Data items:

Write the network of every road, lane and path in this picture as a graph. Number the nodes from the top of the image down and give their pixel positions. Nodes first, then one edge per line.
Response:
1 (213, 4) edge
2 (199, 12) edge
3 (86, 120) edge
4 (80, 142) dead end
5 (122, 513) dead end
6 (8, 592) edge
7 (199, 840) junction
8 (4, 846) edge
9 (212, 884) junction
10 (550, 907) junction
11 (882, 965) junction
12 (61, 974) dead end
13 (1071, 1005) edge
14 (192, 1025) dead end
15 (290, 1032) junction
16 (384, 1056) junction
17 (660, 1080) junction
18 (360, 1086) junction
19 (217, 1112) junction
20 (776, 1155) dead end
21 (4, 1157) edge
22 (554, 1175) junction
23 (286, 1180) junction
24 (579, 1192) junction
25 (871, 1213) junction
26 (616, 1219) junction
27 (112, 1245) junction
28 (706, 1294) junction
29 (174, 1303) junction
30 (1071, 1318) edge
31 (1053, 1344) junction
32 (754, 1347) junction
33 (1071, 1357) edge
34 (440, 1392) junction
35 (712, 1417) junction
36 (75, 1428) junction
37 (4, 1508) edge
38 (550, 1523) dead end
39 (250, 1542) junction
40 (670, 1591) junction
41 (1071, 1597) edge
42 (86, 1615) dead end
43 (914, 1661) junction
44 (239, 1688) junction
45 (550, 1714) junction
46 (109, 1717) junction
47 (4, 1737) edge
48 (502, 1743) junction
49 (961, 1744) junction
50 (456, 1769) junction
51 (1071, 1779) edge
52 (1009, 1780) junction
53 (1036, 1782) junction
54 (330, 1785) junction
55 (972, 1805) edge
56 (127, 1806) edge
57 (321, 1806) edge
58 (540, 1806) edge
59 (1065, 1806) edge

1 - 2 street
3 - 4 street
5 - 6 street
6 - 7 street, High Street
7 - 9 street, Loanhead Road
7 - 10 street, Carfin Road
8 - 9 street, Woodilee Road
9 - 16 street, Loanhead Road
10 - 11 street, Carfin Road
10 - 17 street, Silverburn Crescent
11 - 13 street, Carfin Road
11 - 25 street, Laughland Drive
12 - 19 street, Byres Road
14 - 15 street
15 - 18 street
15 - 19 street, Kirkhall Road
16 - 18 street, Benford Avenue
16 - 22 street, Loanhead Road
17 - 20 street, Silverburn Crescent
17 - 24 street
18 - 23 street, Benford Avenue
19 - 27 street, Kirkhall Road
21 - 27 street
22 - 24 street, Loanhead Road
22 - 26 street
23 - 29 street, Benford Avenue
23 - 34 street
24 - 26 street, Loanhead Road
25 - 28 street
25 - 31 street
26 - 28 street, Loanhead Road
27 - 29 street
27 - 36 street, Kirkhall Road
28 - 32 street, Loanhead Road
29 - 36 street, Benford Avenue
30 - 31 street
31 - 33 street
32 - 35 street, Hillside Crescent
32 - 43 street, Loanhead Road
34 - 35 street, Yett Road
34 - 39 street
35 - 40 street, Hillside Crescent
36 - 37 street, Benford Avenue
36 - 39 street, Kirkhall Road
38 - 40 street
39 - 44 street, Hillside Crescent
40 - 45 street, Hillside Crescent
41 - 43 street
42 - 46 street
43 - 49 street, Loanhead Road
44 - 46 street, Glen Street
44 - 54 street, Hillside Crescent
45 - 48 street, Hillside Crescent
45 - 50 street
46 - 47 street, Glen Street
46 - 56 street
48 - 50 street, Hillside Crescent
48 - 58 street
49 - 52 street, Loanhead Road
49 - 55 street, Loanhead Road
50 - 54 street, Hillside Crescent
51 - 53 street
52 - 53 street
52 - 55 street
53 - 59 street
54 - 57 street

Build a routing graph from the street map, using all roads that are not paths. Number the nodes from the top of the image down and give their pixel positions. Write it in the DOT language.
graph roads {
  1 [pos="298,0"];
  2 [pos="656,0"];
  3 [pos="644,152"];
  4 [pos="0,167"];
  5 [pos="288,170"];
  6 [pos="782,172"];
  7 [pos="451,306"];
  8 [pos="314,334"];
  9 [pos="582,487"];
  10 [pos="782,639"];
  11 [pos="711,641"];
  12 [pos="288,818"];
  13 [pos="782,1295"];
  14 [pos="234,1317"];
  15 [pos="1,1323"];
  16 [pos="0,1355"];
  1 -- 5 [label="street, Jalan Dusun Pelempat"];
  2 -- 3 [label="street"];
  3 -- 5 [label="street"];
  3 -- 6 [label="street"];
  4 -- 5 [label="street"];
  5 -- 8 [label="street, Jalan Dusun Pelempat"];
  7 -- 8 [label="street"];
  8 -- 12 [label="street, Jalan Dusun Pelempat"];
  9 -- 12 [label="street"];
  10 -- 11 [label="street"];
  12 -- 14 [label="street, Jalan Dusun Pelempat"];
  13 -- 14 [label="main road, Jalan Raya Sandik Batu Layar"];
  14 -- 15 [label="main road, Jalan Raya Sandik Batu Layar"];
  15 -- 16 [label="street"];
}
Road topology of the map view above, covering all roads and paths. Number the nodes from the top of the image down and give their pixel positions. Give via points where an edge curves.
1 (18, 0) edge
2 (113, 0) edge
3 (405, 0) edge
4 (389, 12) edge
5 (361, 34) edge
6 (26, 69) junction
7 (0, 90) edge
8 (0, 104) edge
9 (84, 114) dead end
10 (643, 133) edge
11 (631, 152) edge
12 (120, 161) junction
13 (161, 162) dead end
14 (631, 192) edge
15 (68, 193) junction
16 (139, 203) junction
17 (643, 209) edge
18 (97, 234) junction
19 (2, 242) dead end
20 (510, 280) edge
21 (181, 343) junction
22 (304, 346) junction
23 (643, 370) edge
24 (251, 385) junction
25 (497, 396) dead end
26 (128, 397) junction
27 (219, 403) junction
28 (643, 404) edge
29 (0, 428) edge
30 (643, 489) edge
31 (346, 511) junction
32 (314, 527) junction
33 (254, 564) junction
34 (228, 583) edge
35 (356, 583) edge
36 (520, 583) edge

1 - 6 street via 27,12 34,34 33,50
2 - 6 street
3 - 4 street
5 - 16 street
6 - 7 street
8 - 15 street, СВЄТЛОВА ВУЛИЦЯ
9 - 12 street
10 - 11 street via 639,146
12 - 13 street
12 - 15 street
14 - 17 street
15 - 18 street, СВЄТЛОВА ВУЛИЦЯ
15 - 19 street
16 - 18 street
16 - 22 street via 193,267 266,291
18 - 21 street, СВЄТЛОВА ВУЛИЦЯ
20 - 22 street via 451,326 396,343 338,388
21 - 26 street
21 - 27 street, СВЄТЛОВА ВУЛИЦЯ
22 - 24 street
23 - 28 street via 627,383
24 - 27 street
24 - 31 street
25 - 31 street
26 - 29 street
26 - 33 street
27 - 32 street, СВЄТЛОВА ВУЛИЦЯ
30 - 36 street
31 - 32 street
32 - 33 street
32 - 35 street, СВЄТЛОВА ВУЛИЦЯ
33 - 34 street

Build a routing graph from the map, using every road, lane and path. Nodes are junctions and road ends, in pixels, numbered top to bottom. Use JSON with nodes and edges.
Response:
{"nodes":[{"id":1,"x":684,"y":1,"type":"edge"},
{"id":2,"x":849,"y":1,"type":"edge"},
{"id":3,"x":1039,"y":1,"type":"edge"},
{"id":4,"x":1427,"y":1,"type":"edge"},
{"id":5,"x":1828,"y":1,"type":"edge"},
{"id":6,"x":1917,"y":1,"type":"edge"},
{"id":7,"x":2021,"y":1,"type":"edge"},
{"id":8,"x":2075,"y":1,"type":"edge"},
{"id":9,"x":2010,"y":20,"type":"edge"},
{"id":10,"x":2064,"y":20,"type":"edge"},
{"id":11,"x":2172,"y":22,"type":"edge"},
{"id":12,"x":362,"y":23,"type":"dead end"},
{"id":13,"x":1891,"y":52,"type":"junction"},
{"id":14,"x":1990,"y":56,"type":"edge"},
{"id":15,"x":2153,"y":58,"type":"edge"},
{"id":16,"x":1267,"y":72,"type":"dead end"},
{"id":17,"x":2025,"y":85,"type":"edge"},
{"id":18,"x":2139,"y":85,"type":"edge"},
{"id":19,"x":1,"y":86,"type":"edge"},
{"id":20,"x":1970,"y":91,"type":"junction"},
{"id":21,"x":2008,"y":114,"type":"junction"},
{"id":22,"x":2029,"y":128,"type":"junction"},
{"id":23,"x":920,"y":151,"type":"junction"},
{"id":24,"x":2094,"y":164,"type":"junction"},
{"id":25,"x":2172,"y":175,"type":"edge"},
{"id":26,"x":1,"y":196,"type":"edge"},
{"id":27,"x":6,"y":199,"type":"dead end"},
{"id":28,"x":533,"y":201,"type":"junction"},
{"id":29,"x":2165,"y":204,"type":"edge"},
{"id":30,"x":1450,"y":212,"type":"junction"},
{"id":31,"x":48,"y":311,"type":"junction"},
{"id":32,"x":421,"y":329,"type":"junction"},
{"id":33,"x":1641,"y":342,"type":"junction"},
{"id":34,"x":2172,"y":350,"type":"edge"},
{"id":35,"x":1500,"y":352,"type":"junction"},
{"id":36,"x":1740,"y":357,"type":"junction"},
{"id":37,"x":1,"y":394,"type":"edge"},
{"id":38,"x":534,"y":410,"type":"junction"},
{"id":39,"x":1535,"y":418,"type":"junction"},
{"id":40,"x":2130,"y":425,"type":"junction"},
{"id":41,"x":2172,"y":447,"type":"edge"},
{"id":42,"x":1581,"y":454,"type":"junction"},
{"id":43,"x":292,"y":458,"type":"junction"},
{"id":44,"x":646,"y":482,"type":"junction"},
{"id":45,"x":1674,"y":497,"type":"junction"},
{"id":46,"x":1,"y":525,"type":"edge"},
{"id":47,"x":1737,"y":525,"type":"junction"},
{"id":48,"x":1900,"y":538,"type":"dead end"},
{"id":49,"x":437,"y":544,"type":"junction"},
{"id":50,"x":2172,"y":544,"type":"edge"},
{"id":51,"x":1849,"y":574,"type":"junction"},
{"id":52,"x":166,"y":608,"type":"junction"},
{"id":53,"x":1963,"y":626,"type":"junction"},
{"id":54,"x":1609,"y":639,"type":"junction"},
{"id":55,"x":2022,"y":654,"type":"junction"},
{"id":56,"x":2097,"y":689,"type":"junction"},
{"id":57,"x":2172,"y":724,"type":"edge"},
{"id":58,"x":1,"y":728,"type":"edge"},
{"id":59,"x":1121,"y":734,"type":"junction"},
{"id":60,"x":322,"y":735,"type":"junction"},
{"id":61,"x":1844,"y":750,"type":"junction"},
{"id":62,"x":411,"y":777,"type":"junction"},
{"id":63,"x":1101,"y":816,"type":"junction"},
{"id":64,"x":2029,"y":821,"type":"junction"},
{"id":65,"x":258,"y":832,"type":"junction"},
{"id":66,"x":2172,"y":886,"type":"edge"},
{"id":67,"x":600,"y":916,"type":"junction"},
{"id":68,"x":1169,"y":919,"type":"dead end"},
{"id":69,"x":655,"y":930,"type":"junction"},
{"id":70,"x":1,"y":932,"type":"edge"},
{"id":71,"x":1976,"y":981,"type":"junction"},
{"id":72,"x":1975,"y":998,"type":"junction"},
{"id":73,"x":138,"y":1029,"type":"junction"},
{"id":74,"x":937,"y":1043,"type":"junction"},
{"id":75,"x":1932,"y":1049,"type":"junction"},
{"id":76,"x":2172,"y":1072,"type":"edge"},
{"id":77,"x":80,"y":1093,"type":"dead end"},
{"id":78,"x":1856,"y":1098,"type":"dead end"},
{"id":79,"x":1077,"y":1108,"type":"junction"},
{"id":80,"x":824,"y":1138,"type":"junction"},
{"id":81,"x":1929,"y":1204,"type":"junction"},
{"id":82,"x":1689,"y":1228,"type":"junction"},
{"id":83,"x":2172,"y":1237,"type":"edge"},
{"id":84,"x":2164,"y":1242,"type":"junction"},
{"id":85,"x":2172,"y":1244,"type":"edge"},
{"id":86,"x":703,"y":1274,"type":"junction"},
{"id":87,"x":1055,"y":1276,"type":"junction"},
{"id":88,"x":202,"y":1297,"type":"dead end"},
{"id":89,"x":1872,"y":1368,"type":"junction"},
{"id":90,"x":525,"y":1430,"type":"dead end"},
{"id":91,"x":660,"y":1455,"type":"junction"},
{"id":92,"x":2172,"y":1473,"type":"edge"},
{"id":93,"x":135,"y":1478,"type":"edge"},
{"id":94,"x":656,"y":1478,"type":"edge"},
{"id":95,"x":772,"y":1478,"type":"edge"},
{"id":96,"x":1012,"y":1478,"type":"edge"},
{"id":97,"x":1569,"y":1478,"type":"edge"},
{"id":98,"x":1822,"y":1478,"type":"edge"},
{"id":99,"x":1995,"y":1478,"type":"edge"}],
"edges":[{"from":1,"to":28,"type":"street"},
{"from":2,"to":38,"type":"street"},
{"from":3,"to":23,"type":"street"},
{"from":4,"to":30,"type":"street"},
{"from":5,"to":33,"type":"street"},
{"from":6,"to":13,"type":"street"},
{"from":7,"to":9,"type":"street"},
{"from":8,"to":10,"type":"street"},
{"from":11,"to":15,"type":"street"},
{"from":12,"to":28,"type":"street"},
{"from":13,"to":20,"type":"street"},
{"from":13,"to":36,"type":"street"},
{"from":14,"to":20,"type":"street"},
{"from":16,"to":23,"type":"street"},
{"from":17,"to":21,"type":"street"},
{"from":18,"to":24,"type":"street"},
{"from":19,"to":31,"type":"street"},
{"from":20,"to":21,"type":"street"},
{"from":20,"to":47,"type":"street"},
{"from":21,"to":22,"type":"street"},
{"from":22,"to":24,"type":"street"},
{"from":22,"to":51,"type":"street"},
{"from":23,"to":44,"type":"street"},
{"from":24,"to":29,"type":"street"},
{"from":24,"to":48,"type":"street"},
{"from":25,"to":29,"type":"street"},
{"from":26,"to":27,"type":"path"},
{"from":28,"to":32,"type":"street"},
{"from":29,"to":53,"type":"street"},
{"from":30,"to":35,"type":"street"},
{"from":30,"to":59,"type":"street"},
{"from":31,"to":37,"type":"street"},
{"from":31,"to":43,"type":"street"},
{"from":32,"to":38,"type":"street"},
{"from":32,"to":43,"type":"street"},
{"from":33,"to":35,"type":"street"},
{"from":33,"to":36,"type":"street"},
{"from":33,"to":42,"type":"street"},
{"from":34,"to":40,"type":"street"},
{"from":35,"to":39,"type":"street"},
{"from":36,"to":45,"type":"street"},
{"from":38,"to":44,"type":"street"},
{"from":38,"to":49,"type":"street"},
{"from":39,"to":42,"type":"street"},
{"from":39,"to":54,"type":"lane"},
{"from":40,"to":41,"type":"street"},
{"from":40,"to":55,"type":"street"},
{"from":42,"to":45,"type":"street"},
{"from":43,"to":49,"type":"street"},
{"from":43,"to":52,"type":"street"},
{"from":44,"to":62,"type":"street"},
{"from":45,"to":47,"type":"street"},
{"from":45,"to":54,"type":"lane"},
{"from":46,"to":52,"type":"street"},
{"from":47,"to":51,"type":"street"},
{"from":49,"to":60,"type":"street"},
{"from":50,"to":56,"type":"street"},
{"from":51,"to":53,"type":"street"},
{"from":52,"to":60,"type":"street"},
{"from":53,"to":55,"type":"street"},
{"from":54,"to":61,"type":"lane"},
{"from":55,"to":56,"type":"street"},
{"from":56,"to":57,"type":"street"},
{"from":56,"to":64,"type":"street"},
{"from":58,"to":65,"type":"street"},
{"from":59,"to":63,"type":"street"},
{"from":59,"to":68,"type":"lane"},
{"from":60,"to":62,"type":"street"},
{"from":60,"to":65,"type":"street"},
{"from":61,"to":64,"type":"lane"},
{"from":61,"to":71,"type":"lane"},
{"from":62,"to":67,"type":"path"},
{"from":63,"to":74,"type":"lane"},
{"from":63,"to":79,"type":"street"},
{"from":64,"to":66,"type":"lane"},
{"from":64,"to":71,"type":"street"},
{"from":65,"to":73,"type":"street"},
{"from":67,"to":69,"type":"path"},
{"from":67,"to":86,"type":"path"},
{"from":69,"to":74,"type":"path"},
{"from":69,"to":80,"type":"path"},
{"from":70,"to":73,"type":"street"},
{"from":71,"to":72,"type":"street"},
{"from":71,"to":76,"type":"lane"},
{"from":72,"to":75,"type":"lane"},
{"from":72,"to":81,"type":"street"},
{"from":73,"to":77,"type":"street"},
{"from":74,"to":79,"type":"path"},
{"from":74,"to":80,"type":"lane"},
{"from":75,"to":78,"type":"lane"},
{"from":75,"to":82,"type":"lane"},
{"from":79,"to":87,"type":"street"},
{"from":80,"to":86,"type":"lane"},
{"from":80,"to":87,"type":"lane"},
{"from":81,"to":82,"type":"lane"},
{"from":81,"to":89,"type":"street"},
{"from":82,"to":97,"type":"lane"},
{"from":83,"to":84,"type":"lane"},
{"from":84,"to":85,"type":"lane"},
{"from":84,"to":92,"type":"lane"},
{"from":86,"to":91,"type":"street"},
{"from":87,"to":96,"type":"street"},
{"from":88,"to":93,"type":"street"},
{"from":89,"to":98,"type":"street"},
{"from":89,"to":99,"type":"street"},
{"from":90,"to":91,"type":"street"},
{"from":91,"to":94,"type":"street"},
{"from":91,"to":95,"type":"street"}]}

### The problem
Reproduce only the lines above spanning from the line containing "Road topology of" through the line containing "Build a routing graph from the map, using", word for word.

### Expected answer
Road topology of the map view above, covering all roads and paths. Number the nodes from the top of the image down and give their pixel positions. Give via points where an edge curves.
1 (18, 0) edge
2 (113, 0) edge
3 (405, 0) edge
4 (389, 12) edge
5 (361, 34) edge
6 (26, 69) junction
7 (0, 90) edge
8 (0, 104) edge
9 (84, 114) dead end
10 (643, 133) edge
11 (631, 152) edge
12 (120, 161) junction
13 (161, 162) dead end
14 (631, 192) edge
15 (68, 193) junction
16 (139, 203) junction
17 (643, 209) edge
18 (97, 234) junction
19 (2, 242) dead end
20 (510, 280) edge
21 (181, 343) junction
22 (304, 346) junction
23 (643, 370) edge
24 (251, 385) junction
25 (497, 396) dead end
26 (128, 397) junction
27 (219, 403) junction
28 (643, 404) edge
29 (0, 428) edge
30 (643, 489) edge
31 (346, 511) junction
32 (314, 527) junction
33 (254, 564) junction
34 (228, 583) edge
35 (356, 583) edge
36 (520, 583) edge

1 - 6 street via 27,12 34,34 33,50
2 - 6 street
3 - 4 street
5 - 16 street
6 - 7 street
8 - 15 street, СВЄТЛОВА ВУЛИЦЯ
9 - 12 street
10 - 11 street via 639,146
12 - 13 street
12 - 15 street
14 - 17 street
15 - 18 street, СВЄТЛОВА ВУЛИЦЯ
15 - 19 street
16 - 18 street
16 - 22 street via 193,267 266,291
18 - 21 street, СВЄТЛОВА ВУЛИЦЯ
20 - 22 street via 451,326 396,343 338,388
21 - 26 street
21 - 27 street, СВЄТЛОВА ВУЛИЦЯ
22 - 24 street
23 - 28 street via 627,383
24 - 27 street
24 - 31 street
25 - 31 street
26 - 29 street
26 - 33 street
27 - 32 street, СВЄТЛОВА ВУЛИЦЯ
30 - 36 street
31 - 32 street
32 - 33 street
32 - 35 street, СВЄТЛОВА ВУЛИЦЯ
33 - 34 street

Build a routing graph from the map, using every road, lane and path. Nodes are junctions and road ends, in pixels, numbered top to bottom. Use JSON with nodes and edges.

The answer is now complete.